▸ **What you should do**
With the pictures left out, repeat every entry that follows exactly.

====

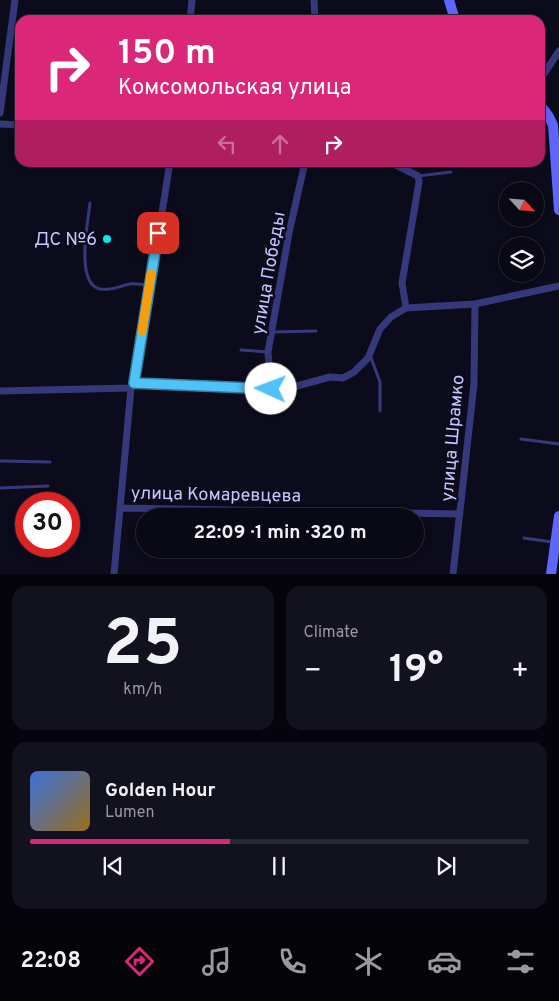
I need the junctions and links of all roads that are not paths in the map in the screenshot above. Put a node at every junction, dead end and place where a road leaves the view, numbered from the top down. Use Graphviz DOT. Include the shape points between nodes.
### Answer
graph roads {
  1 [pos="15,0"];
  2 [pos="192,0"];
  3 [pos="314,0"];
  4 [pos="449,0"];
  5 [pos="190,15"];
  6 [pos="315,15"];
  7 [pos="454,15"];
  8 [pos="559,51"];
  9 [pos="545,72"];
  10 [pos="2,87"];
  11 [pos="545,111"];
  12 [pos="0,114"];
  13 [pos="0,124"];
  14 [pos="15,125"];
  15 [pos="556,125"];
  16 [pos="169,167"];
  17 [pos="304,167"];
  18 [pos="400,167"];
  19 [pos="451,172"];
  20 [pos="418,176"];
  21 [pos="90,204"];
  22 [pos="559,210"];
  23 [pos="149,285"];
  24 [pos="559,286"];
  25 [pos="475,304"];
  26 [pos="406,308"];
  27 [pos="316,331"];
  28 [pos="273,332"];
  29 [pos="241,350"];
  30 [pos="268,352"];
  31 [pos="370,354"];
  32 [pos="133,386"];
  33 [pos="271,389"];
  34 [pos="0,391"];
  35 [pos="380,411"];
  36 [pos="521,439"];
  37 [pos="559,444"];
  38 [pos="0,461"];
  39 [pos="50,462"];
  40 [pos="48,486"];
  41 [pos="0,488"];
  42 [pos="122,508"];
  43 [pos="460,514"];
  44 [pos="559,516"];
  45 [pos="524,538"];
  46 [pos="556,543"];
  47 [pos="114,574"];
  48 [pos="453,574"];
  49 [pos="552,574"];
  1 -- 10 [label="street"];
  2 -- 5 [label="street"];
  3 -- 6 [label="street"];
  4 -- 7 [label="street"];
  8 -- 9 [label="street"];
  10 -- 12 [label="street"];
  11 -- 15 [label="street"];
  13 -- 14 [label="street"];
  15 -- 22 [label="street"];
  16 -- 23 [label="street"];
  17 -- 28 [label="street, улица Победы"];
  18 -- 20 [label="street"];
  19 -- 20 [label="lane"];
  20 -- 26 [label="street" via="419,189 402,283"];
  21 -- 23 [label="lane" via="83,266 94,285 98,289 114,290 131,283"];
  23 -- 32 [label="street"];
  24 -- 25 [label="street"];
  25 -- 26 [label="street"];
  25 -- 43 [label="street, улица Шрамко" via="474,384"];
  26 -- 31 [label="street" via="380,329"];
  27 -- 28 [label="lane"];
  28 -- 30 [label="street, улица Победы"];
  29 -- 30 [label="lane"];
  30 -- 33 [label="street, улица Победы"];
  31 -- 33 [label="street" via="354,372 343,378 330,377"];
  31 -- 35 [label="lane" via="380,382"];
  32 -- 33 [label="street"];
  32 -- 34 [label="street"];
  32 -- 42 [label="street"];
  36 -- 37 [label="lane"];
  38 -- 39 [label="lane"];
  40 -- 41 [label="lane"];
  42 -- 43 [label="street, улица Комаревцева"];
  42 -- 47 [label="street"];
  43 -- 48 [label="street, улица Шрамко"];
  44 -- 46 [label="street"];
  45 -- 46 [label="lane"];
  46 -- 49 [label="street"];
}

====

▸ **Task solution**
I need the junctions and links of all roads that are not paths in the map in the screenshot above. Put a node at every junction, dead end and place where a road leaves the view, numbered from the top down. Use Graphviz DOT. Include the shape points between nodes.
### Answer
graph roads {
  1 [pos="15,0"];
  2 [pos="192,0"];
  3 [pos="314,0"];
  4 [pos="449,0"];
  5 [pos="190,15"];
  6 [pos="315,15"];
  7 [pos="454,15"];
  8 [pos="559,51"];
  9 [pos="545,72"];
  10 [pos="2,87"];
  11 [pos="545,111"];
  12 [pos="0,114"];
  13 [pos="0,124"];
  14 [pos="15,125"];
  15 [pos="556,125"];
  16 [pos="169,167"];
  17 [pos="304,167"];
  18 [pos="400,167"];
  19 [pos="451,172"];
  20 [pos="418,176"];
  21 [pos="90,204"];
  22 [pos="559,210"];
  23 [pos="149,285"];
  24 [pos="559,286"];
  25 [pos="475,304"];
  26 [pos="406,308"];
  27 [pos="316,331"];
  28 [pos="273,332"];
  29 [pos="241,350"];
  30 [pos="268,352"];
  31 [pos="370,354"];
  32 [pos="133,386"];
  33 [pos="271,389"];
  34 [pos="0,391"];
  35 [pos="380,411"];
  36 [pos="521,439"];
  37 [pos="559,444"];
  38 [pos="0,461"];
  39 [pos="50,462"];
  40 [pos="48,486"];
  41 [pos="0,488"];
  42 [pos="122,508"];
  43 [pos="460,514"];
  44 [pos="559,516"];
  45 [pos="524,538"];
  46 [pos="556,543"];
  47 [pos="114,574"];
  48 [pos="453,574"];
  49 [pos="552,574"];
  1 -- 10 [label="street"];
  2 -- 5 [label="street"];
  3 -- 6 [label="street"];
  4 -- 7 [label="street"];
  8 -- 9 [label="street"];
  10 -- 12 [label="street"];
  11 -- 15 [label="street"];
  13 -- 14 [label="street"];
  15 -- 22 [label="street"];
  16 -- 23 [label="street"];
  17 -- 28 [label="street, улица Победы"];
  18 -- 20 [label="street"];
  19 -- 20 [label="lane"];
  20 -- 26 [label="street" via="419,189 402,283"];
  21 -- 23 [label="lane" via="83,266 94,285 98,289 114,290 131,283"];
  23 -- 32 [label="street"];
  24 -- 25 [label="street"];
  25 -- 26 [label="street"];
  25 -- 43 [label="street, улица Шрамко" via="474,384"];
  26 -- 31 [label="street" via="380,329"];
  27 -- 28 [label="lane"];
  28 -- 30 [label="street, улица Победы"];
  29 -- 30 [label="lane"];
  30 -- 33 [label="street, улица Победы"];
  31 -- 33 [label="street" via="354,372 343,378 330,377"];
  31 -- 35 [label="lane" via="380,382"];
  32 -- 33 [label="street"];
  32 -- 34 [label="street"];
  32 -- 42 [label="street"];
  36 -- 37 [label="lane"];
  38 -- 39 [label="lane"];
  40 -- 41 [label="lane"];
  42 -- 43 [label="street, улица Комаревцева"];
  42 -- 47 [label="street"];
  43 -- 48 [label="street, улица Шрамко"];
  44 -- 46 [label="street"];
  45 -- 46 [label="lane"];
  46 -- 49 [label="street"];
}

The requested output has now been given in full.